### Directions for this task
Check every line of the entries below for "dead", and copy the lines that have it.

⁂

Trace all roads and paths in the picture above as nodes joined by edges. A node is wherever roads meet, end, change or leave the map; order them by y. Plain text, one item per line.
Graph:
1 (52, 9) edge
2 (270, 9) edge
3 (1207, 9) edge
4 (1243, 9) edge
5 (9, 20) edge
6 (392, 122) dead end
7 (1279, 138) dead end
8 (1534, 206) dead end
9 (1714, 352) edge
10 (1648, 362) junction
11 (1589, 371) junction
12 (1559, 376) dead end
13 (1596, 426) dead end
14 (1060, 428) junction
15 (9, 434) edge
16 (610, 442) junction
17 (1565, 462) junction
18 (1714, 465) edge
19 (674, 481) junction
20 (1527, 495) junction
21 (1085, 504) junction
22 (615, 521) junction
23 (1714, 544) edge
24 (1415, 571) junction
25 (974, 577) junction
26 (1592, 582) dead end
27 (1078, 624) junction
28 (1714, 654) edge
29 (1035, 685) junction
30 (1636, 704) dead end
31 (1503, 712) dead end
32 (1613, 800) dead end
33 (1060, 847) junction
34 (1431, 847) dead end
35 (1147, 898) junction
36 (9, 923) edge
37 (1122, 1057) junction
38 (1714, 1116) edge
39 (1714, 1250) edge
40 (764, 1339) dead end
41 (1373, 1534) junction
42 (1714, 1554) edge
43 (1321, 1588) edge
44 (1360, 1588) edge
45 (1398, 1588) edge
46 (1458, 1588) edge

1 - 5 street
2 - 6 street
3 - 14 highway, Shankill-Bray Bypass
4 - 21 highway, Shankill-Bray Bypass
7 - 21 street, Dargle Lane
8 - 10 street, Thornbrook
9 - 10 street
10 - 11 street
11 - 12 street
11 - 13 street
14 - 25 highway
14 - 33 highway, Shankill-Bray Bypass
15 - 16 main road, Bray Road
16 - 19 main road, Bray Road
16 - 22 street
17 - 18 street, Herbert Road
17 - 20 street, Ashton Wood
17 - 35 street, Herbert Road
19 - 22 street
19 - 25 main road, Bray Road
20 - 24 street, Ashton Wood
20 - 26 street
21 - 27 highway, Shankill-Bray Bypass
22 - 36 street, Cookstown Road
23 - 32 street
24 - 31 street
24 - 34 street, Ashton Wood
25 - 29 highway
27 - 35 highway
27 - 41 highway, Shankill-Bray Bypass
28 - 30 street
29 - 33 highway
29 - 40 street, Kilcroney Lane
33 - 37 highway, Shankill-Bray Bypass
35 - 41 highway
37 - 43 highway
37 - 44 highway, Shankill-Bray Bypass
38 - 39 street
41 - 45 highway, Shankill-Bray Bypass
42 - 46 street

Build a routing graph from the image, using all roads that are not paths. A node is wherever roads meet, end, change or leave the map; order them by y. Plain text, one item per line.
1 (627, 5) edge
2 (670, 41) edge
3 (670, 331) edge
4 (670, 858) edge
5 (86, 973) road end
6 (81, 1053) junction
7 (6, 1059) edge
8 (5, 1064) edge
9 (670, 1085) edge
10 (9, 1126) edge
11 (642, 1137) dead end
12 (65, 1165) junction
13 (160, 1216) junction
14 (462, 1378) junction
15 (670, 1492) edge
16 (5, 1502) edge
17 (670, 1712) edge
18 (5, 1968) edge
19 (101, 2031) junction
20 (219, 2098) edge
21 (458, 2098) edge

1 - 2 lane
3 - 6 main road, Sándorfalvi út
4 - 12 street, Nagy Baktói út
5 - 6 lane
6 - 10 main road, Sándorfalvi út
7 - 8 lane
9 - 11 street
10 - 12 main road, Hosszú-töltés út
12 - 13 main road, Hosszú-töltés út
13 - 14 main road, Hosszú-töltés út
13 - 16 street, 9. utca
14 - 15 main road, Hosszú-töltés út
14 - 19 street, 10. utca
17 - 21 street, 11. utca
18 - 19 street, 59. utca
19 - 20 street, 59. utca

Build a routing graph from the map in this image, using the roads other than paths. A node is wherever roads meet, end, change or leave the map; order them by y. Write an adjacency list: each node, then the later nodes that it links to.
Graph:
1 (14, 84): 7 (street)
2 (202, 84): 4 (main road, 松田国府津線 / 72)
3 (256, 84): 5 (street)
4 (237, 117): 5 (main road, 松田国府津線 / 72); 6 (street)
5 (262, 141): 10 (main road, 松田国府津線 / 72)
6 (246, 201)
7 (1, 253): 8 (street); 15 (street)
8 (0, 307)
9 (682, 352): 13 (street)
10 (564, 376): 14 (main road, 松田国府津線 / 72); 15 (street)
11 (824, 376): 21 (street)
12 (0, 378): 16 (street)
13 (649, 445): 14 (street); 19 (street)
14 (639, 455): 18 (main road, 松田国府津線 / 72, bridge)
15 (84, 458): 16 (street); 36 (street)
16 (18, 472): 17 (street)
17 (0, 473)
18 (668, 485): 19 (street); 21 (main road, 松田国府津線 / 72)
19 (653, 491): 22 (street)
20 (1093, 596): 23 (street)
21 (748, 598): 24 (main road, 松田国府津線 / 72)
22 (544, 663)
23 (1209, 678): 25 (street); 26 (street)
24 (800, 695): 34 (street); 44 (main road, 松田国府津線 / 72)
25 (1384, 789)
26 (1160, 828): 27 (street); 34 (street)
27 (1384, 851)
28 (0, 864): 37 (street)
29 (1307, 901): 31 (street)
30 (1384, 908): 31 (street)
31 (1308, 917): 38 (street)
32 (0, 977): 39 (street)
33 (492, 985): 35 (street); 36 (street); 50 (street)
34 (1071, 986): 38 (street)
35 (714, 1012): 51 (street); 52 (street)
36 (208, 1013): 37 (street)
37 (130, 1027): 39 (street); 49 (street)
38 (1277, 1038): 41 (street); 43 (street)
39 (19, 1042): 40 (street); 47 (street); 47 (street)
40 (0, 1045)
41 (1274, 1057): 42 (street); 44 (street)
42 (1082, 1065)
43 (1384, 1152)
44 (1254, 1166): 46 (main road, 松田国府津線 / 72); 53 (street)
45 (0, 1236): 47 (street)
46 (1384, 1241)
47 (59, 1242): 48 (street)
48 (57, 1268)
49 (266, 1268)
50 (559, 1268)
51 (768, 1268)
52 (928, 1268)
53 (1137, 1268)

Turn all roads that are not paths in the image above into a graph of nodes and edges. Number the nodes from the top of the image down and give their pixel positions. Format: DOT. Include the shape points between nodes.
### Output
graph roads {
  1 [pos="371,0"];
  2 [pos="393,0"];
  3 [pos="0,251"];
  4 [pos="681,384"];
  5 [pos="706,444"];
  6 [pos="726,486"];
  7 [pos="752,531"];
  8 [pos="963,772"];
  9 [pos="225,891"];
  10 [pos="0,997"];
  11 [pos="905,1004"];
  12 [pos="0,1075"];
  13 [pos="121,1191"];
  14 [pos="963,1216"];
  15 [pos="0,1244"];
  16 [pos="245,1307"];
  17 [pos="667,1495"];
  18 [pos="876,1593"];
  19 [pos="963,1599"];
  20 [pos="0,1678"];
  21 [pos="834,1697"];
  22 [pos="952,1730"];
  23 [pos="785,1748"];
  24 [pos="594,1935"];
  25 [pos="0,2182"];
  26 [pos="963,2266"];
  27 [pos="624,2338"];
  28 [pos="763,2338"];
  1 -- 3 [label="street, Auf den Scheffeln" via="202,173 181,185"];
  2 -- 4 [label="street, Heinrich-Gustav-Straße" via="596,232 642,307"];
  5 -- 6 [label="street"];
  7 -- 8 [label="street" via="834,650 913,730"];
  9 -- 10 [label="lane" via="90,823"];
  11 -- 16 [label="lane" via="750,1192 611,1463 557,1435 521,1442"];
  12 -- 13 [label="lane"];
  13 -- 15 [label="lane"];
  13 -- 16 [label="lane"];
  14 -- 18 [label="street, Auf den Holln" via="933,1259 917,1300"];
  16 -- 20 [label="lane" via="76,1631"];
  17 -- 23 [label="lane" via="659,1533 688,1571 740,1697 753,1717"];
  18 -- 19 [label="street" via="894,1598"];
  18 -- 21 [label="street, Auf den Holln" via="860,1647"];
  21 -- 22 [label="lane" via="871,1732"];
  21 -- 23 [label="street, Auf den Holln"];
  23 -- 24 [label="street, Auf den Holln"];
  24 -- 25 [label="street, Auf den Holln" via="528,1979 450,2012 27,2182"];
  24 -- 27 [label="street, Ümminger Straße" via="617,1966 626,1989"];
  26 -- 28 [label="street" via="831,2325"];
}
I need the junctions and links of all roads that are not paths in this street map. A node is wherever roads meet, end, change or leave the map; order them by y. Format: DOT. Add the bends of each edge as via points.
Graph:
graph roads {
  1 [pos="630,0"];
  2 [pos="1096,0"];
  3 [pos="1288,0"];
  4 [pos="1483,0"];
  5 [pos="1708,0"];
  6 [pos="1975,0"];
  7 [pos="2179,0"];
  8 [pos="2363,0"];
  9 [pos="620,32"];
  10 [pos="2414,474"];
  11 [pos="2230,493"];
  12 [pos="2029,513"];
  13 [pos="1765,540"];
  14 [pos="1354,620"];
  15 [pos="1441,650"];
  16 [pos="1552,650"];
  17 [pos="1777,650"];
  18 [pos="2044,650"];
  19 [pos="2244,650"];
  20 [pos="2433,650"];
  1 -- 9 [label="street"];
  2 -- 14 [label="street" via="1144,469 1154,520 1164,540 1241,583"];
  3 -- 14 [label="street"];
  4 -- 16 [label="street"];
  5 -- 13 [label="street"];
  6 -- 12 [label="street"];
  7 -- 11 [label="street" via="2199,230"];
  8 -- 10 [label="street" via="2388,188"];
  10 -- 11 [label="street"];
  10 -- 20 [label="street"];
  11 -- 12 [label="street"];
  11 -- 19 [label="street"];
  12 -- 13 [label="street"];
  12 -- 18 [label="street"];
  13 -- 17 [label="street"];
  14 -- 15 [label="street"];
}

⁂

### Exercise response
6 (392, 122) dead end
7 (1279, 138) dead end
8 (1534, 206) dead end
12 (1559, 376) dead end
13 (1596, 426) dead end
26 (1592, 582) dead end
30 (1636, 704) dead end
31 (1503, 712) dead end
32 (1613, 800) dead end
34 (1431, 847) dead end
40 (764, 1339) dead end
11 (642, 1137) dead end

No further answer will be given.